(Task material)
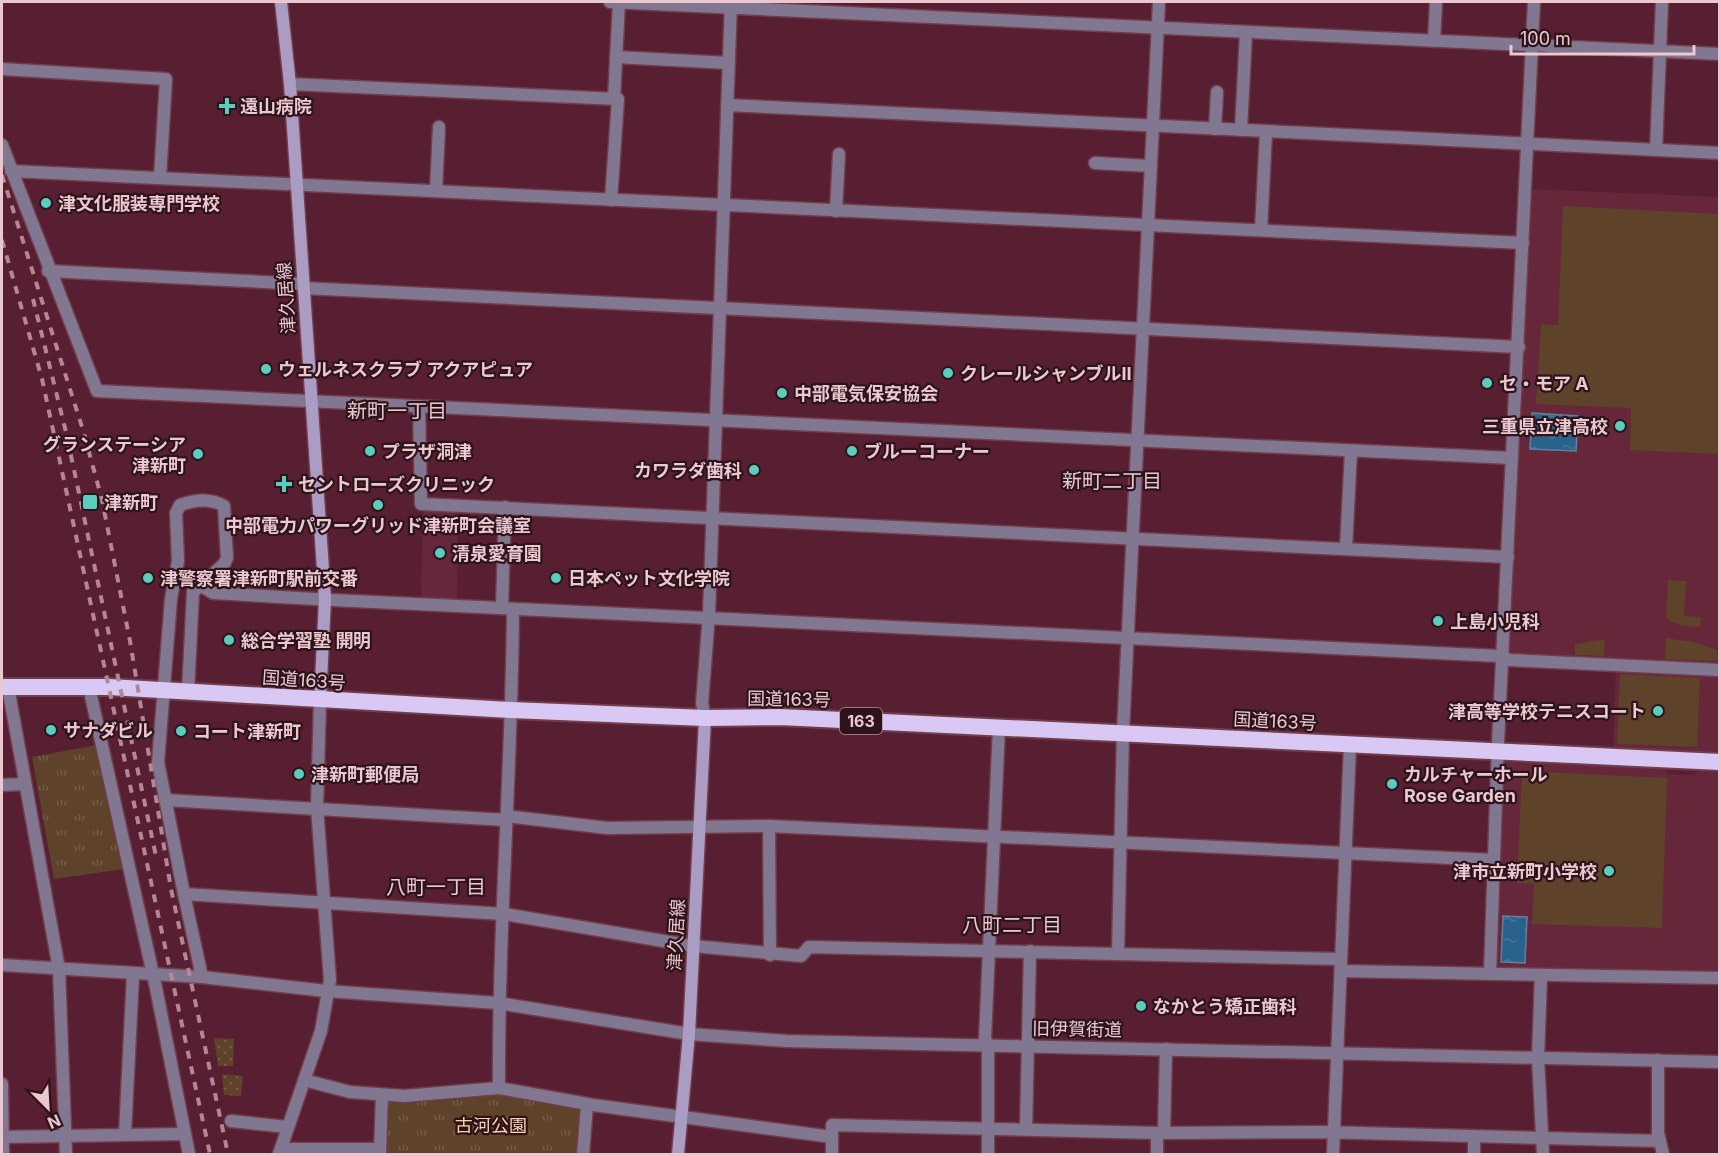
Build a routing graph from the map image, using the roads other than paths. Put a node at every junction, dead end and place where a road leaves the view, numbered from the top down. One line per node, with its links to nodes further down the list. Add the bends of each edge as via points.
1 (281, 2): 18 (main road, 津久居線)
2 (610, 2): 3 (street)
3 (619, 2): 8 (street); 15 (street)
4 (1159, 2): 9 (street)
5 (1436, 2): 11 (street)
6 (1534, 2): 12 (street)
7 (1662, 2): 13 (street)
8 (731, 4): 9 (street); 16 (street)
9 (1158, 28): 10 (street); 22 (street)
10 (1246, 32): 11 (street); 25 (street)
11 (1434, 41): 12 (street)
12 (1532, 45): 13 (street); 27 (street)
13 (1660, 51): 14 (street); 29 (street)
14 (1719, 54)
15 (616, 57): 16 (street); 20 (street)
16 (729, 63): 21 (street)
17 (2, 69): 35 (street, via 166,79)
18 (290, 84): 20 (street); 36 (main road, 津久居線)
19 (1217, 92): 24 (street)
20 (614, 99): 38 (street, via 618,99)
21 (728, 105): 22 (street); 39 (street)
22 (1153, 126): 24 (street); 33 (street)
23 (439, 127): 37 (street)
24 (1215, 129): 25 (street)
25 (1241, 130): 26 (street)
26 (1266, 132): 27 (street); 42 (street)
27 (1528, 144): 29 (street); 43 (street)
28 (2, 145): 34 (street)
29 (1656, 150): 30 (street)
30 (1719, 153)
31 (839, 154): 40 (street)
32 (1095, 163): 33 (street)
33 (1151, 166): 41 (street)
34 (11, 171): 35 (street); 44 (street)
35 (160, 178): 36 (street)
36 (295, 185): 37 (street); 45 (main road, 津久居線)
37 (436, 192): 38 (street)
38 (611, 200): 39 (street)
39 (724, 205): 40 (street); 46 (street)
40 (836, 211): 41 (street)
41 (1149, 225): 42 (street); 47 (street)
42 (1261, 230): 43 (street)
43 (1523, 243): 48 (street)
44 (48, 272): 45 (street); 49 (street, via 97,391)
45 (303, 286): 46 (street); 49 (main road, 津久居線)
46 (720, 308): 47 (street); 51 (street)
47 (1144, 330): 48 (street); 52 (street)
48 (1518, 346): 54 (street)
49 (310, 400): 50 (street); 61 (main road, 津久居線)
50 (419, 406): 51 (street); 55 (street, via 421,504)
51 (716, 419): 52 (street); 56 (street)
52 (1138, 440): 53 (street); 57 (street)
53 (1351, 452): 54 (street); 58 (street)
54 (1512, 458): 59 (street)
55 (505, 507): 56 (street); 62 (street)
56 (712, 518): 57 (street); 63 (street)
57 (1134, 539): 58 (street); 64 (street)
58 (1346, 548): 59 (street)
59 (1508, 557): 65 (street)
60 (200, 585): 61 (street, via 213,593); 69 (street, via 227,558 226,514 224,506 216,501 189,502 180,505 176,513 178,561 171,599); 70 (street, via 193,592)
61 (325, 599): 62 (street); 71 (main road, 津久居線)
62 (508, 609): 63 (street); 72 (street)
63 (707, 618): 64 (street); 73 (street, via 702,703)
64 (1129, 639): 65 (street); 75 (street)
65 (1504, 658): 66 (street); 77 (street)
66 (1719, 670)
67 (5, 687): 68 (highway, 国道163号 / 163); 79 (street)
68 (89, 687): 69 (highway, 国道163号 / 163); 103 (street)
69 (165, 690): 70 (highway, 国道163号 / 163); 81 (street, via 158,762)
70 (188, 692): 71 (highway, 国道163号 / 163)
71 (320, 701): 72 (highway, 国道163号 / 163); 82 (street)
72 (511, 710): 73 (highway, 国道163号 / 163); 83 (street)
73 (705, 718): 74 (highway, 国道163号 / 163, via 780,717); 85 (main road, 津久居線)
74 (999, 727): 75 (highway, 国道163号 / 163); 86 (street)
75 (1123, 732): 76 (highway, 国道163号 / 163); 87 (street)
76 (1350, 745): 77 (highway, 国道163号 / 163); 88 (street)
77 (1498, 751): 78 (highway, 国道163号 / 163); 89 (street)
78 (1719, 762)
79 (25, 784): 80 (street); 100 (street)
80 (2, 785)
81 (165, 800): 82 (street); 90 (street)
82 (316, 807): 83 (street); 91 (street)
83 (506, 818): 85 (street, via 607,828); 92 (street)
84 (769, 826): 85 (street); 86 (street); 97 (street)
85 (700, 827): 93 (main road, 津久居線)
86 (993, 836): 87 (street); 94 (street)
87 (1119, 843): 88 (street); 96 (street)
88 (1346, 853): 89 (street); 99 (street)
89 (1494, 860): 102 (street)
90 (184, 894): 91 (street); 105 (street)
91 (324, 904): 92 (street); 107 (street, via 330,980)
92 (504, 914): 93 (street); 108 (street)
93 (693, 946): 97 (street); 109 (main road, 津久居線)
94 (990, 950): 95 (street); 97 (street, via 809,947 801,956); 110 (street, via 985,1039)
95 (1030, 951): 96 (street); 111 (street)
96 (1118, 952): 99 (street)
97 (770, 955)
98 (2, 965): 100 (street, 旧伊賀街道)
99 (1341, 965): 102 (street); 113 (street)
100 (59, 969): 101 (street, 旧伊賀街道); 131 (street)
101 (133, 974): 103 (street, 旧伊賀街道); 128 (street)
102 (1490, 974): 104 (street)
103 (153, 975): 105 (street, 旧伊賀街道); 129 (street)
104 (1541, 975): 106 (street); 114 (street)
105 (202, 977): 107 (street, 旧伊賀街道)
106 (1719, 978)
107 (326, 991): 108 (street, 旧伊賀街道); 117 (street, via 321,1032)
108 (498, 1004): 109 (street, 旧伊賀街道); 119 (street)
109 (689, 1034): 110 (street, 旧伊賀街道, via 788,1041); 122 (main road, 津久居線)
110 (988, 1045): 111 (street, 旧伊賀街道); 125 (street)
111 (1028, 1045): 112 (street, 旧伊賀街道); 126 (street)
112 (1166, 1049): 113 (street, 旧伊賀街道); 127 (street)
113 (1337, 1053): 114 (street, 旧伊賀街道); 130 (street)
114 (1538, 1058): 115 (street, 旧伊賀街道); 135 (street)
115 (1658, 1060): 116 (street, 旧伊賀街道); 136 (street)
116 (1719, 1062)
117 (304, 1080): 120 (street, via 350,1092); 124 (street)
118 (2, 1084): 132 (street)
119 (499, 1088): 120 (street); 121 (street)
120 (382, 1095): 138 (street)
121 (587, 1104): 122 (street); 142 (street)
122 (680, 1118): 133 (street); 143 (main road, 津久居線)
123 (231, 1121): 124 (street)
124 (288, 1127): 137 (street)
125 (989, 1129): 126 (street); 133 (street, via 832,1125); 145 (street)
126 (1026, 1129): 127 (street)
127 (1161, 1132): 130 (street); 146 (street)
128 (125, 1134): 129 (street); 131 (street)
129 (185, 1134): 141 (street)
130 (1334, 1134): 134 (street); 147 (street)
131 (66, 1135): 132 (street); 140 (street)
132 (2, 1137): 139 (street)
133 (832, 1137): 144 (street)
134 (1474, 1137): 135 (street); 148 (street)
135 (1542, 1139): 136 (street); 149 (street)
136 (1660, 1141): 150 (street)
137 (280, 1152): 138 (street)
138 (380, 1152)
139 (3, 1155)
140 (66, 1155)
141 (189, 1155)
142 (583, 1155)
143 (678, 1155)
144 (832, 1155)
145 (988, 1155)
146 (1157, 1155)
147 (1333, 1155)
148 (1474, 1155)
149 (1543, 1155)
150 (1663, 1155)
(End Task material)
Required action: Check every line in the entries for the word "highway". State how many have it, with no other text.

Solution to this task: 11